■ **AIM OF THE EXERCISE**: Search the data for the word "main" and copy each line that has it.

---- MATERIAL FOR THIS TASK

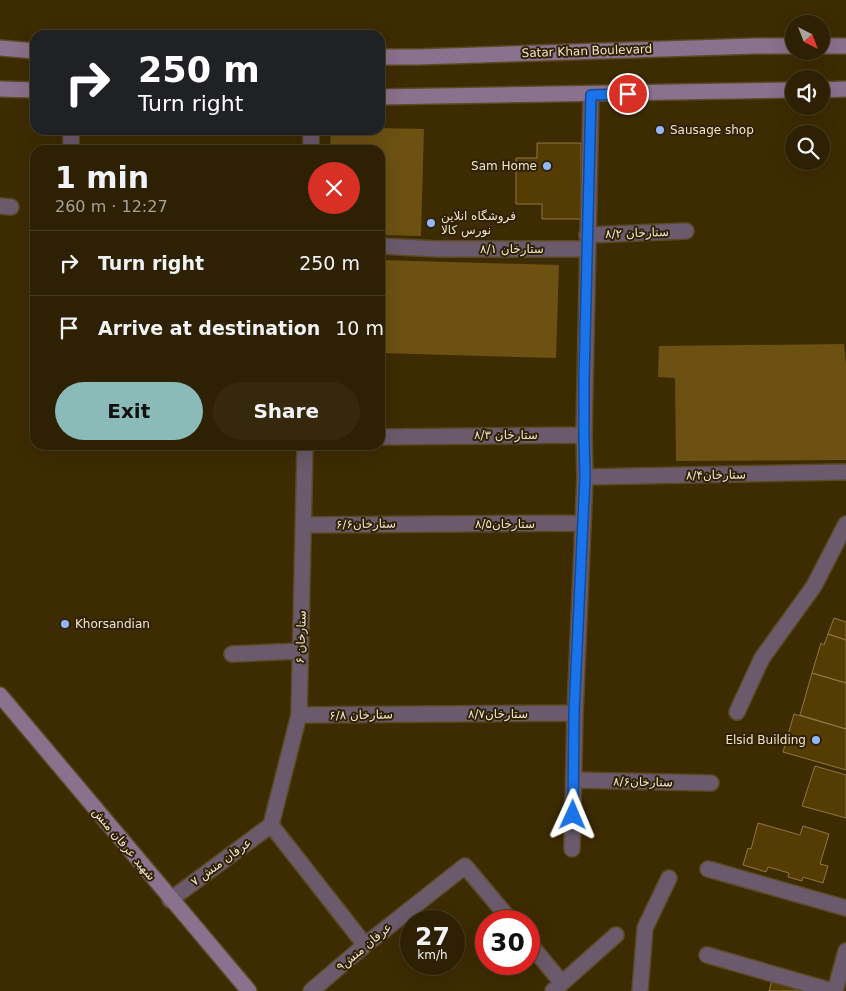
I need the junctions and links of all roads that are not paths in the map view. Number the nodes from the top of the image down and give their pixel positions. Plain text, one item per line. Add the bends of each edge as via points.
1 (785, 46) edge
2 (830, 46) edge
3 (846, 46) edge
4 (0, 48) edge
5 (30, 51) edge
6 (385, 56) edge
7 (0, 89) edge
8 (846, 89) edge
9 (30, 90) edge
10 (785, 90) edge
11 (830, 90) edge
12 (591, 95) junction
13 (385, 97) edge
14 (686, 231) dead end
15 (587, 242) junction
16 (385, 246) edge
17 (584, 435) junction
18 (385, 437) edge
19 (305, 450) edge
20 (846, 472) edge
21 (585, 477) junction
22 (427, 524) joint
23 (583, 524) junction
24 (846, 524) edge
25 (304, 525) junction
26 (300, 651) junction
27 (232, 654) dead end
28 (0, 695) edge
29 (738, 712) dead end
30 (574, 713) junction
31 (422, 714) joint
32 (299, 715) junction
33 (574, 780) junction
34 (711, 783) dead end
35 (271, 825) junction
36 (572, 850) dead end
37 (708, 869) dead end
38 (669, 878) dead end
39 (170, 900) junction
40 (846, 908) edge
41 (502, 910) edge
42 (616, 934) dead end
43 (365, 945) junction
44 (846, 951) edge
45 (707, 955) dead end
46 (540, 960) edge
47 (558, 987) edge
48 (249, 991) edge
49 (311, 991) edge
50 (640, 991) edge
51 (833, 991) edge

1 - 6 main road, Satar Khan Boulevard
2 - 3 main road
4 - 5 main road
7 - 9 main road
8 - 11 main road
10 - 12 main road
12 - 13 main road
12 - 15 street
14 - 15 street, ستارخان ۸/۲
15 - 16 street, ستارخان ۸/۱ via 438,249
15 - 17 street
17 - 18 street, ستارخان ۸/۳
17 - 21 street
19 - 25 street, ستارخان ۶
20 - 21 street, ستارخان۸/۴
21 - 23 street
22 - 23 street, ستارخان۸/۵
22 - 25 street, ستارخان۶/۶
23 - 30 street
24 - 29 street via 814,586 762,658
25 - 26 street, ستارخان ۶
26 - 27 street
26 - 32 street, ستارخان ۶
28 - 39 main road, شهید عرفان منش
30 - 31 street, ستارخان۸/۷
30 - 33 street
31 - 32 street, ستارخان ۶/۸
32 - 35 street, ستارخان ۶
33 - 34 street, ستارخان۸/۶
33 - 36 street
35 - 39 street, عرفان منش ۷
35 - 43 street
37 - 40 street
38 - 50 street via 645,928
39 - 48 main road, شهید عرفان منش
41 - 43 street, عرفان منش۹ via 465,866
42 - 47 street
43 - 49 street, عرفان منش۹
44 - 51 street
45 - 51 street
46 - 47 street

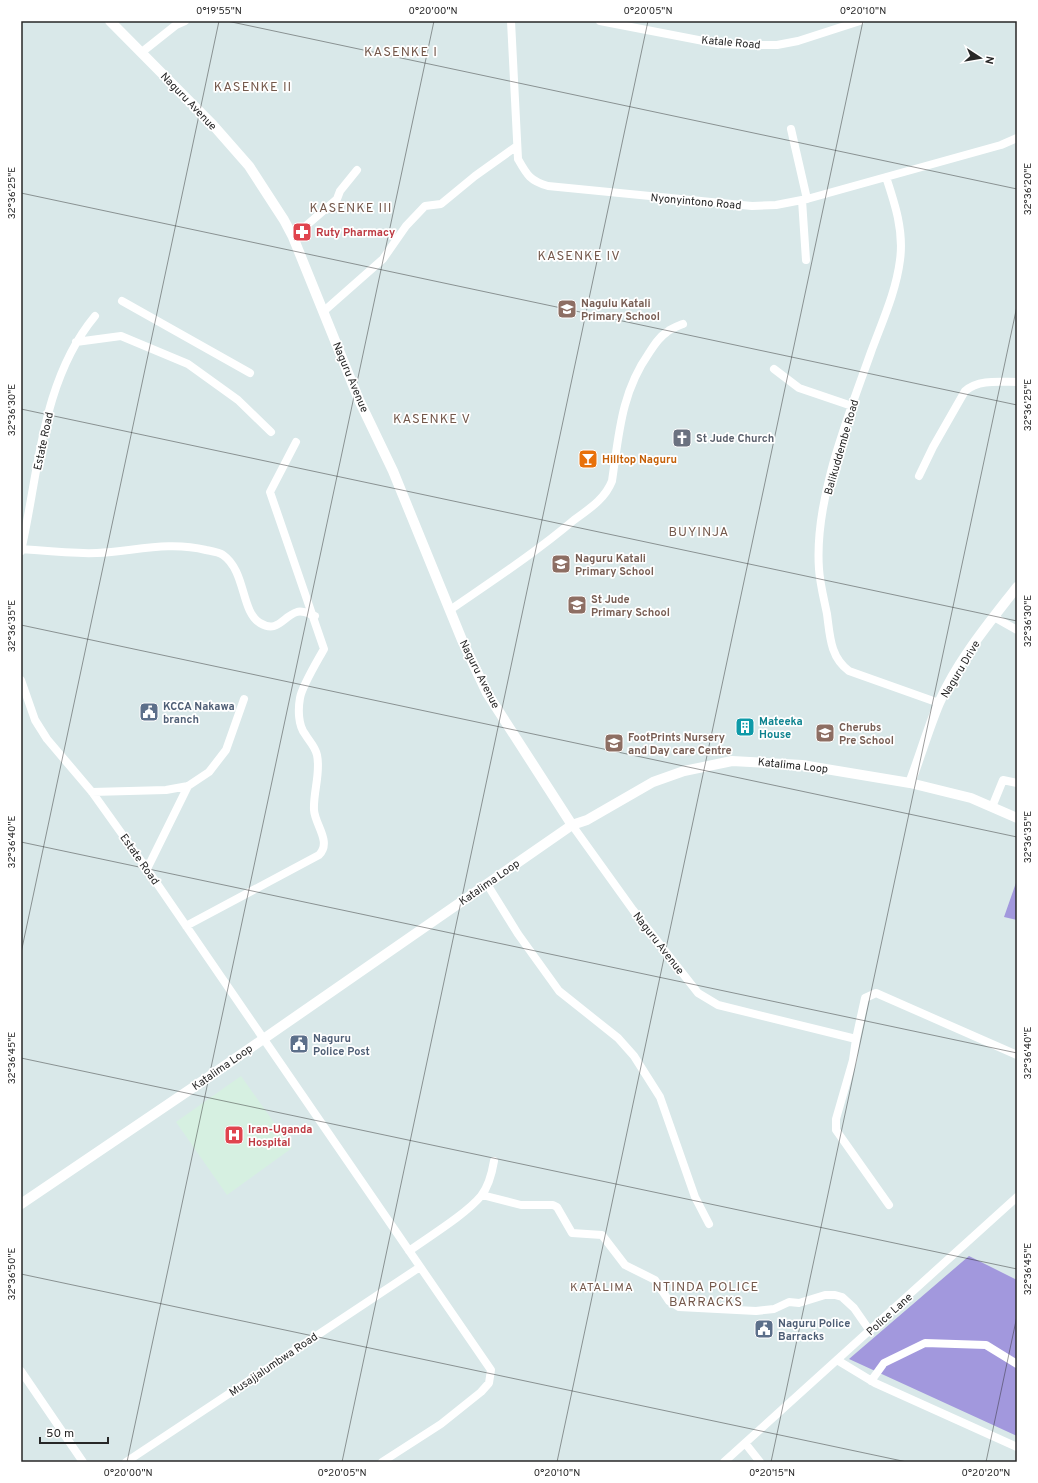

--------

■ **OUTPUT FOR THIS EXERCISE**:
1 - 6 main road, Satar Khan Boulevard
2 - 3 main road
4 - 5 main road
7 - 9 main road
8 - 11 main road
10 - 12 main road
12 - 13 main road
28 - 39 main road, شهید عرفان منش
39 - 48 main road, شهید عرفان منش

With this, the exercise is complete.